Greenock Telegraph 17th December 2021

I have, for a number of years, been advocating the benefits of Drug Consumption Rooms as a humane approach to engaging with people actively involved in drug use. The names of such facilities change but whether you say Drug Consumption Room, Safe Consumption Facility or Overdose Prevention Centre, they are the same thing. But with the variety of descriptions, it’s easy to comprehend that we are talking about providing a safe facility where drugs can be consumed, and overdoses prevented! Why would anyone not want that? Why would anyone rather people were left to use in unsafe conditions with a high possibility of overdosing? Well, the UK Government does. Time and time again they have refused to take this discussion forward.

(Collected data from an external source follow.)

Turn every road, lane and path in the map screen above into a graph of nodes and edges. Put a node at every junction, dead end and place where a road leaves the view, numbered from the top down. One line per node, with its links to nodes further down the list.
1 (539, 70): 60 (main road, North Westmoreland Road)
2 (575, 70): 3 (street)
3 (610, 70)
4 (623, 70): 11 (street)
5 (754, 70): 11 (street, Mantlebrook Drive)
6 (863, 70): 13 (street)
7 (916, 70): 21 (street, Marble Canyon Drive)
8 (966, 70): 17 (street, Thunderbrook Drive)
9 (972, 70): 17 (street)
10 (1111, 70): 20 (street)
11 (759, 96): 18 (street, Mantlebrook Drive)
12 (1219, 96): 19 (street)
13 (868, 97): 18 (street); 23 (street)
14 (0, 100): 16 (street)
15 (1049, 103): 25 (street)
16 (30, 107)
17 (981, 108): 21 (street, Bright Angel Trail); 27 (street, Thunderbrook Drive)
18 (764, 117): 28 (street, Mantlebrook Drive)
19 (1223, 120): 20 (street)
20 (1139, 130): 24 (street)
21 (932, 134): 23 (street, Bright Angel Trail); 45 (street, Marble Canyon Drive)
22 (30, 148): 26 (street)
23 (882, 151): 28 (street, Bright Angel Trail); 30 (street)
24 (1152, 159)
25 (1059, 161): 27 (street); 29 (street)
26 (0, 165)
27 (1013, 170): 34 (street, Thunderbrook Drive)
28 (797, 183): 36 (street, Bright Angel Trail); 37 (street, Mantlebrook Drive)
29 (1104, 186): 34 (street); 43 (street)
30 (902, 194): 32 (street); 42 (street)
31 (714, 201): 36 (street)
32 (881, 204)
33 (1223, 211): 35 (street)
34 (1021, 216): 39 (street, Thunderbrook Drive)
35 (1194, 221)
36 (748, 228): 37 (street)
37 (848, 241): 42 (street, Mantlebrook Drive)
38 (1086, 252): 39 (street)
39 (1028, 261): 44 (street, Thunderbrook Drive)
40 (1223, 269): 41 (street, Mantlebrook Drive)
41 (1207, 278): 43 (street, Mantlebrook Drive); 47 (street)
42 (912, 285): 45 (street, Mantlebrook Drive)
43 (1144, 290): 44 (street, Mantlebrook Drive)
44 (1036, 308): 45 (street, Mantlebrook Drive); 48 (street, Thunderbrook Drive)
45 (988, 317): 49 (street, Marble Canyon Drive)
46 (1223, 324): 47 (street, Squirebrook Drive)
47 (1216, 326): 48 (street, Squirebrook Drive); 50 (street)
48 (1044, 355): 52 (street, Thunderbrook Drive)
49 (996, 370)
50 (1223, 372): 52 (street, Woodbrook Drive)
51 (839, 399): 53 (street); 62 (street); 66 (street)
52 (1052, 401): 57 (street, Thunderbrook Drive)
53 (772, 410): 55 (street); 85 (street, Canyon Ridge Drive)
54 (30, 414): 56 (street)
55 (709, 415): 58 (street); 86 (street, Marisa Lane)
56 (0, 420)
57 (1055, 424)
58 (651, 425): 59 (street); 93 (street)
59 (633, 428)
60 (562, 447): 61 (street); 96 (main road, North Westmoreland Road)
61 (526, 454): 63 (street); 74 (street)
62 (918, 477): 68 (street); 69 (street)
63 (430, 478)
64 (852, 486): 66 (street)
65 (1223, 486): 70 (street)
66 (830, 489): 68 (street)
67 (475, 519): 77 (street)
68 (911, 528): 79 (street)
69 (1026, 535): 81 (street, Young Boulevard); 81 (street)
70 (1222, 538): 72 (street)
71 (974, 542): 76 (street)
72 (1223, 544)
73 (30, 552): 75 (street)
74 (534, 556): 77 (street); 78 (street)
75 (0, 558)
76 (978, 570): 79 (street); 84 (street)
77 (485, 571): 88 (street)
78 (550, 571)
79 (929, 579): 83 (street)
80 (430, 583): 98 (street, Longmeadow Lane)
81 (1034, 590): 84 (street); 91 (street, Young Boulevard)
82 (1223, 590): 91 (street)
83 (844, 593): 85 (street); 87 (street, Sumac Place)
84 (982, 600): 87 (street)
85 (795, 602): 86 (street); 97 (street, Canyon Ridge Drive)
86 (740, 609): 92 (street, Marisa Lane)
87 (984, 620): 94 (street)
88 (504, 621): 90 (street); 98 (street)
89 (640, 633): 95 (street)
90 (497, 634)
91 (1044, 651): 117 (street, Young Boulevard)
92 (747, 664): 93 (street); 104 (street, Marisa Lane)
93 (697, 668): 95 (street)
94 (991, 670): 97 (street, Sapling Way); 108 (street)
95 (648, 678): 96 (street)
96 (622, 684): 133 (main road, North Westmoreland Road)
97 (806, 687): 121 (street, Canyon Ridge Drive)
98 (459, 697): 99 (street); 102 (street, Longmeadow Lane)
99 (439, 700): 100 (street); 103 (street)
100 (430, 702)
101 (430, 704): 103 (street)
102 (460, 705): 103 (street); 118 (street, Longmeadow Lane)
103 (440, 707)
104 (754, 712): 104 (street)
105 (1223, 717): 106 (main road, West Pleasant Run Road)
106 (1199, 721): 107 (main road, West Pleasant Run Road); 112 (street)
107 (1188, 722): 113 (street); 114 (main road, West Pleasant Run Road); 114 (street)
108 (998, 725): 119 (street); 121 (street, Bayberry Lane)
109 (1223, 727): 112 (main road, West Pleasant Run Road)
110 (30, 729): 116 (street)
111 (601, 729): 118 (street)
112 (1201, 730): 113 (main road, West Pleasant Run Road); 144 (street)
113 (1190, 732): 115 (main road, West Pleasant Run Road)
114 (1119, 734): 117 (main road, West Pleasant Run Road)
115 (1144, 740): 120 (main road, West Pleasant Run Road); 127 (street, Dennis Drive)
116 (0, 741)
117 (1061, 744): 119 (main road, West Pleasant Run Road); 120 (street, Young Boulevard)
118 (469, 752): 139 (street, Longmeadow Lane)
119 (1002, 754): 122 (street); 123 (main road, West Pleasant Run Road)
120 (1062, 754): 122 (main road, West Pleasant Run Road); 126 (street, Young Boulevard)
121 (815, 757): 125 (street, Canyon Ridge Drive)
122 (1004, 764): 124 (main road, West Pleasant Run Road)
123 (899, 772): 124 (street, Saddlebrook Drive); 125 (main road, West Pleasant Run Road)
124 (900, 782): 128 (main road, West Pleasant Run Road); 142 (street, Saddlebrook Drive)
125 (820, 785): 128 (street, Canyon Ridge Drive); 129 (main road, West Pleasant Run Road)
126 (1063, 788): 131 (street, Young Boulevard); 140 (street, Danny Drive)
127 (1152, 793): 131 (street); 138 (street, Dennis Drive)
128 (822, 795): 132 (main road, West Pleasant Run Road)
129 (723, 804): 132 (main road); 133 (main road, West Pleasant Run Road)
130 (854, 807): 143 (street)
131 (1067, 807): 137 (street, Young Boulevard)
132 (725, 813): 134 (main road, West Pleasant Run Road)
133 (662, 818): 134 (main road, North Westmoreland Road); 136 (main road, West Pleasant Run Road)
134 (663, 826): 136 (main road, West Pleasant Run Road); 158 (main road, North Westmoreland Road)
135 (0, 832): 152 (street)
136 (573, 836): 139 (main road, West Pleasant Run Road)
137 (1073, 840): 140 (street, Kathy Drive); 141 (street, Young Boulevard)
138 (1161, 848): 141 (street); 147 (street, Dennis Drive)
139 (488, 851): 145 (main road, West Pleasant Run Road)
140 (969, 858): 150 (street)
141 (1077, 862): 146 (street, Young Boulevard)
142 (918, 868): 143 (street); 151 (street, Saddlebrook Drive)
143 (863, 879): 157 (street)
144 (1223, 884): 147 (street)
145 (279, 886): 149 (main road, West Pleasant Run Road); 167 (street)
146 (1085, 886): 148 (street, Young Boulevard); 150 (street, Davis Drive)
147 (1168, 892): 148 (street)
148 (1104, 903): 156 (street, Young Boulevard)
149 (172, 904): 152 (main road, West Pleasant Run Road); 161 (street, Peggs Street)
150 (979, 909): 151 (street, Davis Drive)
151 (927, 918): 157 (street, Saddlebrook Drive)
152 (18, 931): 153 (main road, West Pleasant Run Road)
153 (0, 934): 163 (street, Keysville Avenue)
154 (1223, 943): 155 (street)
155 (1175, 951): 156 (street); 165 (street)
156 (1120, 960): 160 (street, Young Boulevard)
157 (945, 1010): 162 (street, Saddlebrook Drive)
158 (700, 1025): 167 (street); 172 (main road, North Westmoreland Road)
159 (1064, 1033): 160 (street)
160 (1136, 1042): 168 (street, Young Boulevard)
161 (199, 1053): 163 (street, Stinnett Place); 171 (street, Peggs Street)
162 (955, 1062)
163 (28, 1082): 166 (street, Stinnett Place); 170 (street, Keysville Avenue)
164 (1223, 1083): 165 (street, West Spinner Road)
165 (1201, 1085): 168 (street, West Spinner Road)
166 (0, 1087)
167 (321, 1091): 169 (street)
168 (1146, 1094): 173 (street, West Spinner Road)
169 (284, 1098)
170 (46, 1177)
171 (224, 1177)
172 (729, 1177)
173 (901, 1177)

Last week, the Faculty for Public Health led a cross-sector call signed by 70 organisations for the UK Government to pilot Overdose Prevention Centres. In their own words they “are no longer prepared to accept the UK’s record number of drug-related deaths without implementing all available evidence-based interventions to save lives and protect health”. Among the 70 organisations are the Royal Colleges of Emergency Medicine, General Practitioners, Obstetricians and Gynaecologists, Paediatrics and Child Health, Pathologists, Physicians, Psychiatrists, the Faculties of Intensive Care Medicine, Occupational Medicine, and Pharmaceutical Medicine.

And yet to date the Home Office are still refusing to even consider the possibility that these medical experts are better informed and better placed to identify solutions to a health issue. The Home Office minister, Kit Malthouse, admitted this week that he had never visited a DCR. Any legislation based on hubris and ignorance is poor legislation and its particularly reprehensible when the outcome is the unacceptable number of drug deaths we are experiencing across the UK. We can do better and there is a move to open DCRs in Scotland backed by a more compassionate approach from the Scottish Parliament and a different emphasis from the new Lord Advocate. When that happens, we must be ready in Inverclyde to ensure we are not passed by and a suitable facility is made available in our community.